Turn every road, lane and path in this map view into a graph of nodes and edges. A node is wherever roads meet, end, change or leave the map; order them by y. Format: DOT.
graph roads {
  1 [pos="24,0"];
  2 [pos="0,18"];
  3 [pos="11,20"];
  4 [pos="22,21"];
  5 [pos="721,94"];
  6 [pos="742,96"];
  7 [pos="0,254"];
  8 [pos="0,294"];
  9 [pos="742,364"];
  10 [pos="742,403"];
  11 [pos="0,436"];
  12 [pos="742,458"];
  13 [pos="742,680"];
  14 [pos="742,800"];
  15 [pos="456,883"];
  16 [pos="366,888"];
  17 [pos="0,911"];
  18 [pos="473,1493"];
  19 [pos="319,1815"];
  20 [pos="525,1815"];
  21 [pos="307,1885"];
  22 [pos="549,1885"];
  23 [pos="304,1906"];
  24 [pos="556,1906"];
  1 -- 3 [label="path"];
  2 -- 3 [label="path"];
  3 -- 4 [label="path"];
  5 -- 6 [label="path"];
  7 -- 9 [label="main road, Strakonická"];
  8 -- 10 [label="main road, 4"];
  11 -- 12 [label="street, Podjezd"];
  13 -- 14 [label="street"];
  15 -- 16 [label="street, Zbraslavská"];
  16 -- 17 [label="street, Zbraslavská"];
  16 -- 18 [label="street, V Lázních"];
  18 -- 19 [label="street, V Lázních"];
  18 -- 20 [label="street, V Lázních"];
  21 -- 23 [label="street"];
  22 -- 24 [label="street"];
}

ACTION ITEM: Every single entry above has to be copied exactly.

WRITTEN REPLY:
Turn every road, lane and path in this map view into a graph of nodes and edges. A node is wherever roads meet, end, change or leave the map; order them by y. Format: DOT.
graph roads {
  1 [pos="24,0"];
  2 [pos="0,18"];
  3 [pos="11,20"];
  4 [pos="22,21"];
  5 [pos="721,94"];
  6 [pos="742,96"];
  7 [pos="0,254"];
  8 [pos="0,294"];
  9 [pos="742,364"];
  10 [pos="742,403"];
  11 [pos="0,436"];
  12 [pos="742,458"];
  13 [pos="742,680"];
  14 [pos="742,800"];
  15 [pos="456,883"];
  16 [pos="366,888"];
  17 [pos="0,911"];
  18 [pos="473,1493"];
  19 [pos="319,1815"];
  20 [pos="525,1815"];
  21 [pos="307,1885"];
  22 [pos="549,1885"];
  23 [pos="304,1906"];
  24 [pos="556,1906"];
  1 -- 3 [label="path"];
  2 -- 3 [label="path"];
  3 -- 4 [label="path"];
  5 -- 6 [label="path"];
  7 -- 9 [label="main road, Strakonická"];
  8 -- 10 [label="main road, 4"];
  11 -- 12 [label="street, Podjezd"];
  13 -- 14 [label="street"];
  15 -- 16 [label="street, Zbraslavská"];
  16 -- 17 [label="street, Zbraslavská"];
  16 -- 18 [label="street, V Lázních"];
  18 -- 19 [label="street, V Lázních"];
  18 -- 20 [label="street, V Lázních"];
  21 -- 23 [label="street"];
  22 -- 24 [label="street"];
}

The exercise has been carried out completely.